In the past five years, Flutterwave has been on a mission to create endless possibilities for customers and businesses in Africa and the emerging markets. To date, the company has served over 900,000 businesses, processed over 200M transactions worth over USD $16B across 34 countries in Africa. With the Series D funding, Flutterwave will accelerate customer acquisition and growth through M&A as well as develop complementary products.

The next destination: ringing the bell by next year in New York. This type of ascension will become common because 9 new unicorns are joining by Dec 2023 in Africa. Yes, the digitization of Africa’s economies will be decades-long.

==Press Release======

Flutterwave, a leading technology company, announced today that it has raised USD $250 million in Series D funding, valuing the company at over $3 billion as the brand continues to transform the way Africans transact on the continent and worldwide

Flutterwave has become the highest valued African start-up with this investment. It is a validation of African talent, innovation and its young inspiring people. It is also a huge endorsement in the growth of the business, innovation and technology landscape in Africa.

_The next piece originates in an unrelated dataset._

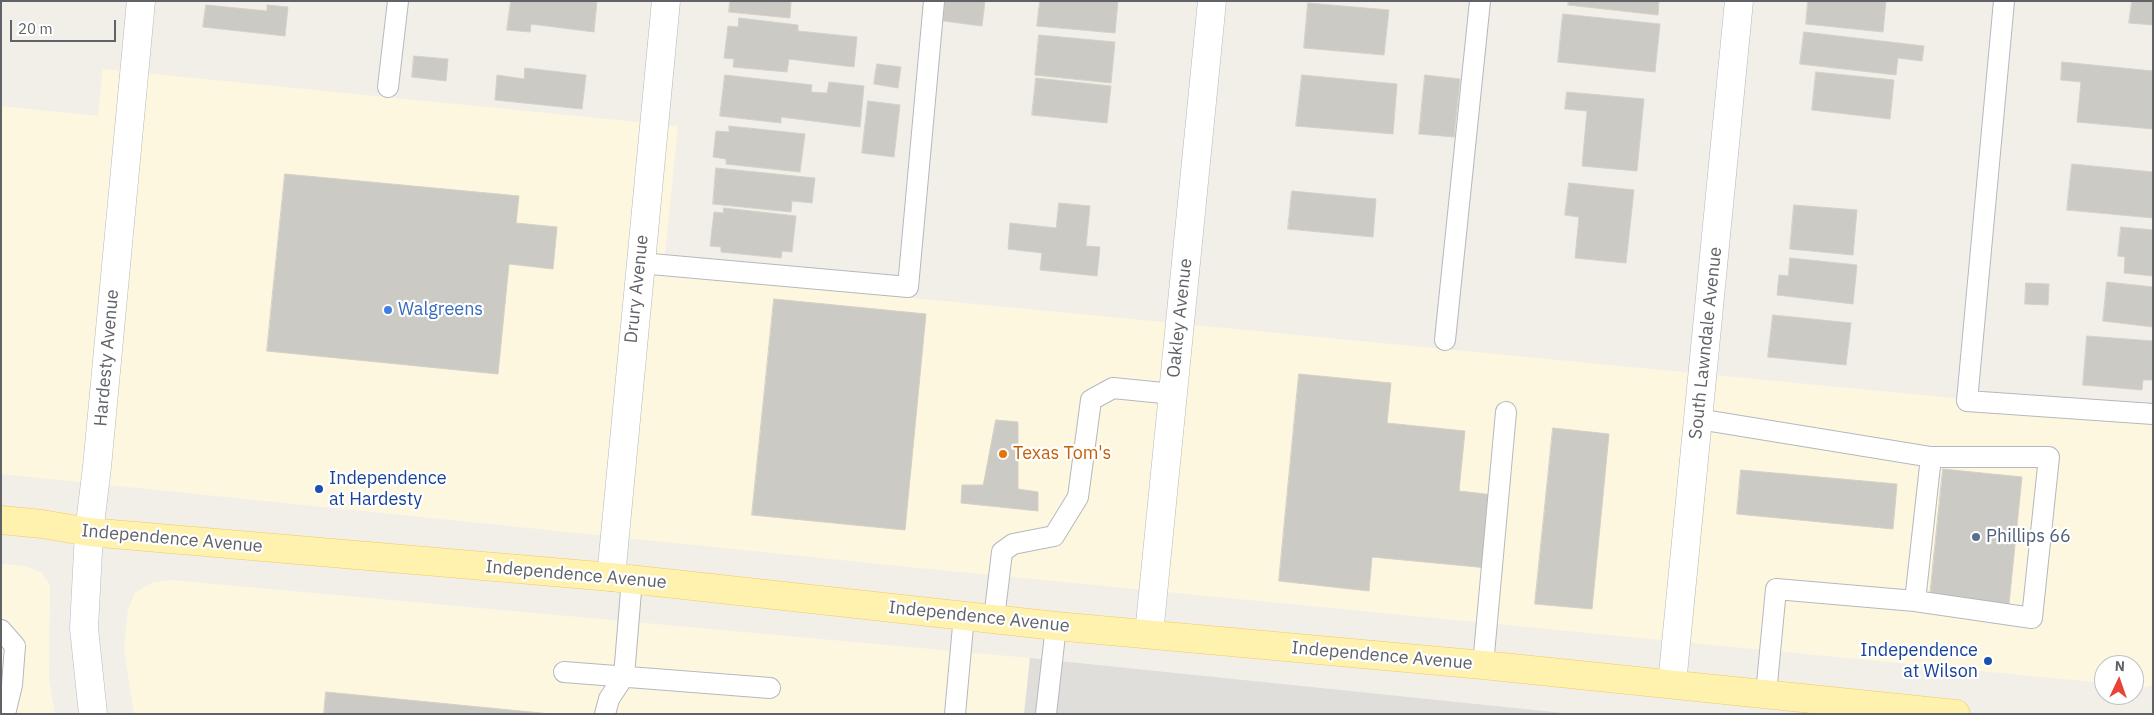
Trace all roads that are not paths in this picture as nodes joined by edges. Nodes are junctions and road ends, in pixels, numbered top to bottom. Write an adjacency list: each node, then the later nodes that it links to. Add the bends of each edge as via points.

Flutterwave’s latest backers include some of the world’s most respected investors led by B Capital Group, and with participation from Alta Park Capital, Whale Rock Capital, Lux Capital, among others. Several existing investors who also participated in previous rounds also followed this round, including, Glynn Capital, Avenir Growth, Tiger Global, Green Visor Capital and Salesforce Ventures. The new funds will drive Flutterwave’s ambitious expansion plan to accelerate customer acquisition in existing markets and growth through M&A, and develop complementary products while encouraging new innovations in its products and services development.  The Company will share more details during the Flutterwave 3.0 event.

Since its inception in 2016, the Flutterwave team has been on a mission to create endless possibilities for customers and businesses in Africa and the emerging markets. The Series D fundraise comes on the back of an impressive run of five years in which Flutterwave has processed over 200M transactions worth over USD $16B to date across 34 countries in Africa. It also follows a year of rapid growth for the brand which now serves over 900,000 businesses across the globe.

In 2021, Flutterwave launched a range of new products including Flutterwave Market for merchants to sell their goods via an online marketplace and, most recently, Send, a remittance service that empowers customers to seamlessly send money to recipients to and from Africa. Flutterwave has also partnered with leading global and pan-African technology and telecommunication companies such as PayPal, MTN, Airtel Africa to drive financial inclusion on the continent and create endless possibilities for customers who can build customisable payment applications through its APIs.

Olugbenga ‘GB’ Agboola, Founder and CEO of Flutterwave, said “Our story is that of resilience and hard work. Our growth so far is due to the support of our customers, our partners, the banks, the public, the regulators, and importantly our people. The Central Bank of Nigeria, under the leadership of Dr. Godwin Emefiele, laid the vision of a transformational Payment System in Nigeria, provided the framework for innovation in this space, and has continued to create regulations that have enabled us to grow and thrive. We are grateful to them and to all the other Central Banks in all the countries where we operate. We set out to build a platform that simplifies payments for everyone and today, our solutions are used across the globe to connect Africans to the world and the world to Africans. We are delighted that investors believe in us and our story and are committing their resources to this belief. This latest funding demonstrates the conviction of some of the world’s leading investors in both our business model, team and the Africa technology market. It gives Flutterwave the much-needed support to deliver on our plans to provide the best experience for our merchants and customers around the world.”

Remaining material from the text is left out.